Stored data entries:
----

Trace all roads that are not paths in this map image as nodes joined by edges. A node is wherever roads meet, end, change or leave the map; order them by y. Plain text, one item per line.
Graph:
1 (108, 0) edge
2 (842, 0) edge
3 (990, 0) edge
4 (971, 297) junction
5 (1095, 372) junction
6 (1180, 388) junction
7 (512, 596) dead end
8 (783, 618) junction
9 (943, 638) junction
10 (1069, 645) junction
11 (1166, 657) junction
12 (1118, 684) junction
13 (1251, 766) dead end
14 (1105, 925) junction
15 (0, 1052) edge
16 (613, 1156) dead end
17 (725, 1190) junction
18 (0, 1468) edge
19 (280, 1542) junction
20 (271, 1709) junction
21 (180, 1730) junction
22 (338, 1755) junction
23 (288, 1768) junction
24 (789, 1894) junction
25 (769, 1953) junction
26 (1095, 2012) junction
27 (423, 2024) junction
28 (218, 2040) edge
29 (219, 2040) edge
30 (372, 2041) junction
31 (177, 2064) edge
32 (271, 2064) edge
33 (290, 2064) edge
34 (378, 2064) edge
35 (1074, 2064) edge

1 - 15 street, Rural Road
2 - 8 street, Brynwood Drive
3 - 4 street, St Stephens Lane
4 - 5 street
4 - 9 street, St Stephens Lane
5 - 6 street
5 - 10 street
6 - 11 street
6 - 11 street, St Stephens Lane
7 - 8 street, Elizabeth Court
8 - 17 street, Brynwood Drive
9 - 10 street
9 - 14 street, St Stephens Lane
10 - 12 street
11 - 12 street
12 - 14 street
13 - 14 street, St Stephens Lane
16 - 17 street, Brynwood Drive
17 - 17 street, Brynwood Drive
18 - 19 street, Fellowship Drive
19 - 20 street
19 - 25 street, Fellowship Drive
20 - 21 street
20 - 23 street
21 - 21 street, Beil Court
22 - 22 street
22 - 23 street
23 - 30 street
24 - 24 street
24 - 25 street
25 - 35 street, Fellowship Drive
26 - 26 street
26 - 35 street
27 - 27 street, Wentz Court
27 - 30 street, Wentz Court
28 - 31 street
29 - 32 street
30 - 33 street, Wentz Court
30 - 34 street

----

Whenever a line in the entries above includes the word "Lane", pull that line out.

3 - 4 street, St Stephens Lane
4 - 9 street, St Stephens Lane
6 - 11 street, St Stephens Lane
9 - 14 street, St Stephens Lane
13 - 14 street, St Stephens Lane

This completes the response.